PROBLEM DETAILS: Entries follow. Set all of them down as they stand.

DATASET:
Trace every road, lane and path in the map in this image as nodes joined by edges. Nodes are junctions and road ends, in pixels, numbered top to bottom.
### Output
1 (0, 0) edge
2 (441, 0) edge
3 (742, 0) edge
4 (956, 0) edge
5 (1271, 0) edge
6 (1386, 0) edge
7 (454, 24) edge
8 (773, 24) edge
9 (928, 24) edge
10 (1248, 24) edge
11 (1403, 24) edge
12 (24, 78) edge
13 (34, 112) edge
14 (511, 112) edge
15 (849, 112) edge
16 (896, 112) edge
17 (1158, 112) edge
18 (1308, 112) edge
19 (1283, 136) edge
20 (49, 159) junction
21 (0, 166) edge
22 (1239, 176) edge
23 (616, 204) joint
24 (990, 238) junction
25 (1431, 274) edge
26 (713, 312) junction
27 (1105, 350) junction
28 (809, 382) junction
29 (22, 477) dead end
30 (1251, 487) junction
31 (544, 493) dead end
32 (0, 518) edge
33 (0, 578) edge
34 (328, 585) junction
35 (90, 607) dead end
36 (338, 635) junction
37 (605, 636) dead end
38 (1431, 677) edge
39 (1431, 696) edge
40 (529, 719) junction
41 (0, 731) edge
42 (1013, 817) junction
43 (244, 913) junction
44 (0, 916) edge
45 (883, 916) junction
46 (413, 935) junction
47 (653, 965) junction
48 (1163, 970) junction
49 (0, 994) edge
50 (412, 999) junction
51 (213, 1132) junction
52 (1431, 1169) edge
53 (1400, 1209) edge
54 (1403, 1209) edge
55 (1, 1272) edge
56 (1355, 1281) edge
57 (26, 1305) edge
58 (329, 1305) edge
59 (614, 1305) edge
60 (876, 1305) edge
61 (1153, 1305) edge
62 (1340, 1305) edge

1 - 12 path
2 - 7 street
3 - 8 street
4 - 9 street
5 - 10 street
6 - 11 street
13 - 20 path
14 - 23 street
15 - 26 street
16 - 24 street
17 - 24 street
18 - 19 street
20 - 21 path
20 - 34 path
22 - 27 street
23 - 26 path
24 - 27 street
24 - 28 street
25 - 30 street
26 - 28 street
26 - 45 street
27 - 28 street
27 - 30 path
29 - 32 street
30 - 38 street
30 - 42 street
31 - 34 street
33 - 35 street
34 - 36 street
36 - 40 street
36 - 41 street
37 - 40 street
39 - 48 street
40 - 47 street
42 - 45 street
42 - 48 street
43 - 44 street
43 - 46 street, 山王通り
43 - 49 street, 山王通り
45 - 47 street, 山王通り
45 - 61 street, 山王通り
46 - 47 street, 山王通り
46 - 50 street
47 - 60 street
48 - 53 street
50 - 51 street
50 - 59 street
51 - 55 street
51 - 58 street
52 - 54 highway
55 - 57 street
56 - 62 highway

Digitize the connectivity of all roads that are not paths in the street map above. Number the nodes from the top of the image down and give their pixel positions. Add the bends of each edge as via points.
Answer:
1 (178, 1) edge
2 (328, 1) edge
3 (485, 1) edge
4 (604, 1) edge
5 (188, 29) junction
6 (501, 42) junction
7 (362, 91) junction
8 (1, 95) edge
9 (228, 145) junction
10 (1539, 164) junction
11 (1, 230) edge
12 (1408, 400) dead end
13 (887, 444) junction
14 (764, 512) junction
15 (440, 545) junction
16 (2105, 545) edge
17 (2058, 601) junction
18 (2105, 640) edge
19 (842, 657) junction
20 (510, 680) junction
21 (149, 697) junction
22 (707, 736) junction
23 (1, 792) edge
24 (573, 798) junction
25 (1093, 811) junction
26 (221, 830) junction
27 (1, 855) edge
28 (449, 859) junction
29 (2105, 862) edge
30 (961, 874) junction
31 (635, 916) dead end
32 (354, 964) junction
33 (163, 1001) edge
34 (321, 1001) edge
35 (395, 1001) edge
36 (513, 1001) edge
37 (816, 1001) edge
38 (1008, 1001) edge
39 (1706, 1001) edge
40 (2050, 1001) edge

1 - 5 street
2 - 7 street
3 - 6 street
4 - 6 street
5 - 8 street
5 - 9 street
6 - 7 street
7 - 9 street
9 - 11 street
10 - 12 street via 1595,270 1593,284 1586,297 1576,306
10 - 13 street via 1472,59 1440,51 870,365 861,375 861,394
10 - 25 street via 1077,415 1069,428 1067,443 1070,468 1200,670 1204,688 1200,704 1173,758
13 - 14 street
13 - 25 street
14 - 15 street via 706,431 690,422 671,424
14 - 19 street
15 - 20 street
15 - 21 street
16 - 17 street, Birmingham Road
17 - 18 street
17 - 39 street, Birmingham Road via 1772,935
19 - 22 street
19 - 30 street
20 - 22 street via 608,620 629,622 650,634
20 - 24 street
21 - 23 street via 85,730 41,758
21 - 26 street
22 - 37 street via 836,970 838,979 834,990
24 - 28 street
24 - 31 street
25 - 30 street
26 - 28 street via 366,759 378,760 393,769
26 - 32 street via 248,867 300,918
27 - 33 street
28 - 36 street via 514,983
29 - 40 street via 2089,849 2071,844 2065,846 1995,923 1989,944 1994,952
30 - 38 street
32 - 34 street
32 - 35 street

THE ANSWER:
Trace every road, lane and path in the map in this image as nodes joined by edges. Nodes are junctions and road ends, in pixels, numbered top to bottom.
### Output
1 (0, 0) edge
2 (441, 0) edge
3 (742, 0) edge
4 (956, 0) edge
5 (1271, 0) edge
6 (1386, 0) edge
7 (454, 24) edge
8 (773, 24) edge
9 (928, 24) edge
10 (1248, 24) edge
11 (1403, 24) edge
12 (24, 78) edge
13 (34, 112) edge
14 (511, 112) edge
15 (849, 112) edge
16 (896, 112) edge
17 (1158, 112) edge
18 (1308, 112) edge
19 (1283, 136) edge
20 (49, 159) junction
21 (0, 166) edge
22 (1239, 176) edge
23 (616, 204) joint
24 (990, 238) junction
25 (1431, 274) edge
26 (713, 312) junction
27 (1105, 350) junction
28 (809, 382) junction
29 (22, 477) dead end
30 (1251, 487) junction
31 (544, 493) dead end
32 (0, 518) edge
33 (0, 578) edge
34 (328, 585) junction
35 (90, 607) dead end
36 (338, 635) junction
37 (605, 636) dead end
38 (1431, 677) edge
39 (1431, 696) edge
40 (529, 719) junction
41 (0, 731) edge
42 (1013, 817) junction
43 (244, 913) junction
44 (0, 916) edge
45 (883, 916) junction
46 (413, 935) junction
47 (653, 965) junction
48 (1163, 970) junction
49 (0, 994) edge
50 (412, 999) junction
51 (213, 1132) junction
52 (1431, 1169) edge
53 (1400, 1209) edge
54 (1403, 1209) edge
55 (1, 1272) edge
56 (1355, 1281) edge
57 (26, 1305) edge
58 (329, 1305) edge
59 (614, 1305) edge
60 (876, 1305) edge
61 (1153, 1305) edge
62 (1340, 1305) edge

1 - 12 path
2 - 7 street
3 - 8 street
4 - 9 street
5 - 10 street
6 - 11 street
13 - 20 path
14 - 23 street
15 - 26 street
16 - 24 street
17 - 24 street
18 - 19 street
20 - 21 path
20 - 34 path
22 - 27 street
23 - 26 path
24 - 27 street
24 - 28 street
25 - 30 street
26 - 28 street
26 - 45 street
27 - 28 street
27 - 30 path
29 - 32 street
30 - 38 street
30 - 42 street
31 - 34 street
33 - 35 street
34 - 36 street
36 - 40 street
36 - 41 street
37 - 40 street
39 - 48 street
40 - 47 street
42 - 45 street
42 - 48 street
43 - 44 street
43 - 46 street, 山王通り
43 - 49 street, 山王通り
45 - 47 street, 山王通り
45 - 61 street, 山王通り
46 - 47 street, 山王通り
46 - 50 street
47 - 60 street
48 - 53 street
50 - 51 street
50 - 59 street
51 - 55 street
51 - 58 street
52 - 54 highway
55 - 57 street
56 - 62 highway

Digitize the connectivity of all roads that are not paths in the street map above. Number the nodes from the top of the image down and give their pixel positions. Add the bends of each edge as via points.
Answer:
1 (178, 1) edge
2 (328, 1) edge
3 (485, 1) edge
4 (604, 1) edge
5 (188, 29) junction
6 (501, 42) junction
7 (362, 91) junction
8 (1, 95) edge
9 (228, 145) junction
10 (1539, 164) junction
11 (1, 230) edge
12 (1408, 400) dead end
13 (887, 444) junction
14 (764, 512) junction
15 (440, 545) junction
16 (2105, 545) edge
17 (2058, 601) junction
18 (2105, 640) edge
19 (842, 657) junction
20 (510, 680) junction
21 (149, 697) junction
22 (707, 736) junction
23 (1, 792) edge
24 (573, 798) junction
25 (1093, 811) junction
26 (221, 830) junction
27 (1, 855) edge
28 (449, 859) junction
29 (2105, 862) edge
30 (961, 874) junction
31 (635, 916) dead end
32 (354, 964) junction
33 (163, 1001) edge
34 (321, 1001) edge
35 (395, 1001) edge
36 (513, 1001) edge
37 (816, 1001) edge
38 (1008, 1001) edge
39 (1706, 1001) edge
40 (2050, 1001) edge

1 - 5 street
2 - 7 street
3 - 6 street
4 - 6 street
5 - 8 street
5 - 9 street
6 - 7 street
7 - 9 street
9 - 11 street
10 - 12 street via 1595,270 1593,284 1586,297 1576,306
10 - 13 street via 1472,59 1440,51 870,365 861,375 861,394
10 - 25 street via 1077,415 1069,428 1067,443 1070,468 1200,670 1204,688 1200,704 1173,758
13 - 14 street
13 - 25 street
14 - 15 street via 706,431 690,422 671,424
14 - 19 street
15 - 20 street
15 - 21 street
16 - 17 street, Birmingham Road
17 - 18 street
17 - 39 street, Birmingham Road via 1772,935
19 - 22 street
19 - 30 street
20 - 22 street via 608,620 629,622 650,634
20 - 24 street
21 - 23 street via 85,730 41,758
21 - 26 street
22 - 37 street via 836,970 838,979 834,990
24 - 28 street
24 - 31 street
25 - 30 street
26 - 28 street via 366,759 378,760 393,769
26 - 32 street via 248,867 300,918
27 - 33 street
28 - 36 street via 514,983
29 - 40 street via 2089,849 2071,844 2065,846 1995,923 1989,944 1994,952
30 - 38 street
32 - 34 street
32 - 35 street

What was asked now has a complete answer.